Die Verkäuferin bemerkt ihr Interesse und nähert sich schlängelnd wie eine Viper ihrem Opfer. „Ist das nicht eine wundervolle Stola? Sie ist aus handgeschöpfter, tibetanischer Seide und selbstverständlich ein Einzelstück. Probieren Sie sie doch mal an!“ sagt sie und bestäubt mit ihrem zischelnden Ton das Begehren, dass Frauke nun vollständig eingenommen hat. „Jaja!“ stammelt diese und fasst sich dabei an ihre leicht geröteten und erhitzten Wangen. So etwas hat sie vorher noch nie erlebt. Vollkommen verwirrt und irritiert zieht Frauke in einer ruckartigen Bewegung die Stola von der Puppe und ohne sich dessen so richtig bewusst zu sein, ebenfalls ihr großes, zerschlissenes Portemonnaie aus der Gesäßtasche. „Ich nehme sie!“ ist alles was ihrer mittlerweile vollkommen ausgedörrten Kehle entweicht, komplett verrückt und bekloppt das alles, aber egal!

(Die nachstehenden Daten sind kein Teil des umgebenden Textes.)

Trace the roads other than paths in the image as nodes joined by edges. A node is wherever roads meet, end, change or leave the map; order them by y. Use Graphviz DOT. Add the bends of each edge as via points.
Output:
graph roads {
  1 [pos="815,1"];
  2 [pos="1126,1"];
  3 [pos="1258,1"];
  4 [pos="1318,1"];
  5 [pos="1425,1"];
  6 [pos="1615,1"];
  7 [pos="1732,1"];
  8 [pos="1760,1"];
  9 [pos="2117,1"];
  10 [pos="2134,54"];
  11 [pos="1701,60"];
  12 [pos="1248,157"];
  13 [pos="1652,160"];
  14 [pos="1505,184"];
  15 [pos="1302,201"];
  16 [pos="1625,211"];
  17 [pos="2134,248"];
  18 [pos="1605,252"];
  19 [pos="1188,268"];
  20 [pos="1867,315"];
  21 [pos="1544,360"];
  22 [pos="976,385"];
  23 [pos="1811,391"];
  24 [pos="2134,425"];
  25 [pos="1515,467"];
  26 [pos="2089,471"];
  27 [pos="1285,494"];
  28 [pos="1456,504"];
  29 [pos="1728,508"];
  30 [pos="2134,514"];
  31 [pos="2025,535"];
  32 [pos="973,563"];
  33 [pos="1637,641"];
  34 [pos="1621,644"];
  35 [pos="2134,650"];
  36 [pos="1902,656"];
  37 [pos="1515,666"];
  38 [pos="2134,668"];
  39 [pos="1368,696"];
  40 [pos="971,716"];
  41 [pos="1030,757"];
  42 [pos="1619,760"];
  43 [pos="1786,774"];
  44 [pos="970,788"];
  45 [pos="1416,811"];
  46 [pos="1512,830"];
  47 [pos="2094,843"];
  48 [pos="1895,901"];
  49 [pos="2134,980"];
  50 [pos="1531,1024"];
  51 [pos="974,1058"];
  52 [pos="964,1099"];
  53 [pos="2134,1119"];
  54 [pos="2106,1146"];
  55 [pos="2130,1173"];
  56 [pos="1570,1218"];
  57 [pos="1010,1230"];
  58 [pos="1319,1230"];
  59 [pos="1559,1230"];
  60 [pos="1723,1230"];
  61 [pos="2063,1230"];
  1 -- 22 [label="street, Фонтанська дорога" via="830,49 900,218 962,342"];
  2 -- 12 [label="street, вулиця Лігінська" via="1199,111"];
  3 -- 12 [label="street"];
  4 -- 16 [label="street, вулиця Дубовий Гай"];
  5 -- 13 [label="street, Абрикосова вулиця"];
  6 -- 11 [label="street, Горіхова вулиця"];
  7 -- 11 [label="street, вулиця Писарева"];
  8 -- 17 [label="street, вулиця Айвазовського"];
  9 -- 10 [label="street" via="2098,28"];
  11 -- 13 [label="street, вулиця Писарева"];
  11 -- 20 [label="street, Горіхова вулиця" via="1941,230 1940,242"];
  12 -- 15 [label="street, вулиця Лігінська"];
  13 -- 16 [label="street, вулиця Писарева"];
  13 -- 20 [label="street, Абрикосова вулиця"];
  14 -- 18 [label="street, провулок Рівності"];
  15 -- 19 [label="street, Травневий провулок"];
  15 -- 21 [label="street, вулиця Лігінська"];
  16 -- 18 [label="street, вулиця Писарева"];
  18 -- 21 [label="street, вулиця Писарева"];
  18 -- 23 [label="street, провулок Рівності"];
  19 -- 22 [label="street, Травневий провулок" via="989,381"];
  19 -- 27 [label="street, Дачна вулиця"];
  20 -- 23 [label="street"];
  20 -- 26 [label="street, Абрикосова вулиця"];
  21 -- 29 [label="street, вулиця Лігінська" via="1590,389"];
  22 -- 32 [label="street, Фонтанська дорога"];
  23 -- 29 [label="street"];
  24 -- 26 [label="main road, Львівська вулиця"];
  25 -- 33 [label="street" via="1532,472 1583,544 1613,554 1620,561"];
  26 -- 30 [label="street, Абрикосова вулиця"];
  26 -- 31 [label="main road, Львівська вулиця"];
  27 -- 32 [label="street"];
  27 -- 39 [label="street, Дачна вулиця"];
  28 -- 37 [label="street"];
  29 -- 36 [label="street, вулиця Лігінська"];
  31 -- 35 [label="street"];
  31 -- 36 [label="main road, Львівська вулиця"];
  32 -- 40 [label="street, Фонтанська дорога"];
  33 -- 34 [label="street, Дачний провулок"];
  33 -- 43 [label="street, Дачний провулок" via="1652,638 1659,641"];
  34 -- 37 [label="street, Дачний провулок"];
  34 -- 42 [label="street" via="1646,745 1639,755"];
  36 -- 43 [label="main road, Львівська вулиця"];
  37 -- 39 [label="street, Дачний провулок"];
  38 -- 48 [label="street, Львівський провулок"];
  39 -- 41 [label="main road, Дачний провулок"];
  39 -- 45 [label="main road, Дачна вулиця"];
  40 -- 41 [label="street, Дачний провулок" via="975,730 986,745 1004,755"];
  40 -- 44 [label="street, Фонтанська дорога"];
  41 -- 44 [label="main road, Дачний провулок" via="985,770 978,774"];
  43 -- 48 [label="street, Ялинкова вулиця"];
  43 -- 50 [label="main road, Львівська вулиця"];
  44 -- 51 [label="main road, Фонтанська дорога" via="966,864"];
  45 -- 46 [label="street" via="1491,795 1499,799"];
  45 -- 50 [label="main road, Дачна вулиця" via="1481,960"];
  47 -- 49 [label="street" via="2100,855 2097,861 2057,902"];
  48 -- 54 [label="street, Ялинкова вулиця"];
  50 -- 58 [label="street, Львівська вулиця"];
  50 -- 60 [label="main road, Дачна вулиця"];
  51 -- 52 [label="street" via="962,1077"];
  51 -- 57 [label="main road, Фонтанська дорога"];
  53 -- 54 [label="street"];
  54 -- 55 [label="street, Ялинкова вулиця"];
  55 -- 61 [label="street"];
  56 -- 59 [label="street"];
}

Nach dem im Expresstempo ausgeführten Bezahlvorgang -denn Frauke hat es sehr eilig das neu erworbene Stück Haute Couture endlich auch auszuführen- stolpert sie, immer noch etwas benebelt, aus dem Laden und präsentiert der Welt von Ratekau stolz ihre Sweatshirt/Jeans/Stola-Kombination. Nur keiner schaut, niemand scheint sie zu bemerken. Alles ist wie immer. Doch das bemerkt Frauke nicht. Sie fühlt sich gut und hat bereits längst verdrängt, dass es sich bei den 450,- € tatsächlich um den Tagesumsatz ihres Standes vom Ratekauer Wochenmarkt gehandelt hat, der nun in der Abrechnung fehlen wird. Wie gewonnenen so zerronnen!

Bei der Verkäuferin aus der Boutique handelt es sich nebenbei bemerkt mitnichten um die Besitzerin, sondern um die 42-jährige Hausfrau Claudia Bandwurm, die hier nur mit einem Aushilfsjob ihr Dasein fristet. Das Kleid, das sie trägt, wurde ihr von der Eigentümerin des Ladens leihweise zur Verfügung gestellt.

Die wunderbare Stola wurde übrigens in einer Textilfabrik in Bangladesh vom 13-jährigen Mohammed gefertigt, der noch nie eine Schule von innen gesehen hat. Er muss seine Familie mit seinem Monatsgehalt von 40 Euro unterstützen und arbeitet 12 Stunden am Tag unter desolaten Bedingungen. Von alledem wissen Frauke Dorsch, Sonja Hass und Claudia Bandwurm nichts. Oder sie wollen davon nichts wissen. Kann auch sein.

Einen schönen, gleichgültigen Tag noch.